START Dataset
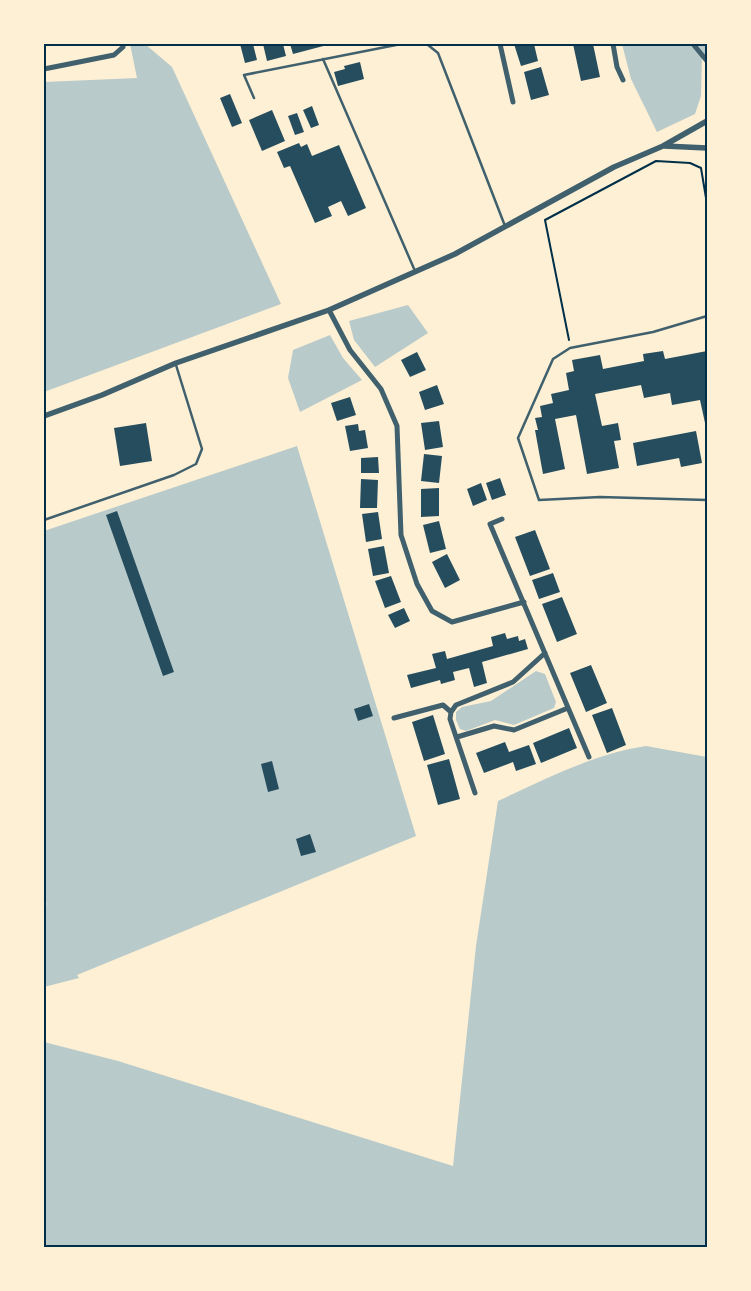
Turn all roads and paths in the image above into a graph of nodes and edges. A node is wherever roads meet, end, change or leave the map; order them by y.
1 (122, 44) edge
2 (401, 44) edge
3 (423, 44) edge
4 (500, 44) edge
5 (613, 44) edge
6 (693, 44) edge
7 (323, 59) junction
8 (707, 61) edge
9 (44, 69) edge
10 (623, 80) dead end
11 (254, 98) dead end
12 (513, 102) dead end
13 (707, 121) edge
14 (663, 146) junction
15 (707, 148) edge
16 (707, 204) edge
17 (505, 226) junction
18 (415, 272) junction
19 (328, 310) junction
20 (707, 316) edge
21 (570, 348) junction
22 (176, 363) junction
23 (44, 416) edge
24 (707, 500) edge
25 (502, 519) dead end
26 (44, 520) edge
27 (524, 602) junction
28 (545, 654) junction
29 (568, 708) junction
30 (451, 712) junction
31 (394, 718) dead end
32 (457, 737) junction
33 (589, 757) dead end
34 (475, 793) dead end

1 - 9 street
2 - 7 lane
3 - 17 lane
4 - 12 street
5 - 10 street
6 - 8 street
7 - 11 lane
7 - 18 lane
13 - 14 street
14 - 15 street
14 - 17 street
16 - 21 path
17 - 18 street
18 - 19 street
19 - 22 street
19 - 27 street
20 - 21 lane
21 - 24 lane
22 - 23 street
22 - 26 lane
25 - 27 street
27 - 28 street
28 - 29 street
28 - 30 street
29 - 32 street
29 - 33 street
30 - 31 street
30 - 32 street
32 - 34 street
END Dataset
— Work instruction —
Copy each entry exactly as written. Images should not appear in the copy.

— Task result —
Turn all roads and paths in the image above into a graph of nodes and edges. A node is wherever roads meet, end, change or leave the map; order them by y.
1 (122, 44) edge
2 (401, 44) edge
3 (423, 44) edge
4 (500, 44) edge
5 (613, 44) edge
6 (693, 44) edge
7 (323, 59) junction
8 (707, 61) edge
9 (44, 69) edge
10 (623, 80) dead end
11 (254, 98) dead end
12 (513, 102) dead end
13 (707, 121) edge
14 (663, 146) junction
15 (707, 148) edge
16 (707, 204) edge
17 (505, 226) junction
18 (415, 272) junction
19 (328, 310) junction
20 (707, 316) edge
21 (570, 348) junction
22 (176, 363) junction
23 (44, 416) edge
24 (707, 500) edge
25 (502, 519) dead end
26 (44, 520) edge
27 (524, 602) junction
28 (545, 654) junction
29 (568, 708) junction
30 (451, 712) junction
31 (394, 718) dead end
32 (457, 737) junction
33 (589, 757) dead end
34 (475, 793) dead end

1 - 9 street
2 - 7 lane
3 - 17 lane
4 - 12 street
5 - 10 street
6 - 8 street
7 - 11 lane
7 - 18 lane
13 - 14 street
14 - 15 street
14 - 17 street
16 - 21 path
17 - 18 street
18 - 19 street
19 - 22 street
19 - 27 street
20 - 21 lane
21 - 24 lane
22 - 23 street
22 - 26 lane
25 - 27 street
27 - 28 street
28 - 29 street
28 - 30 street
29 - 32 street
29 - 33 street
30 - 31 street
30 - 32 street
32 - 34 street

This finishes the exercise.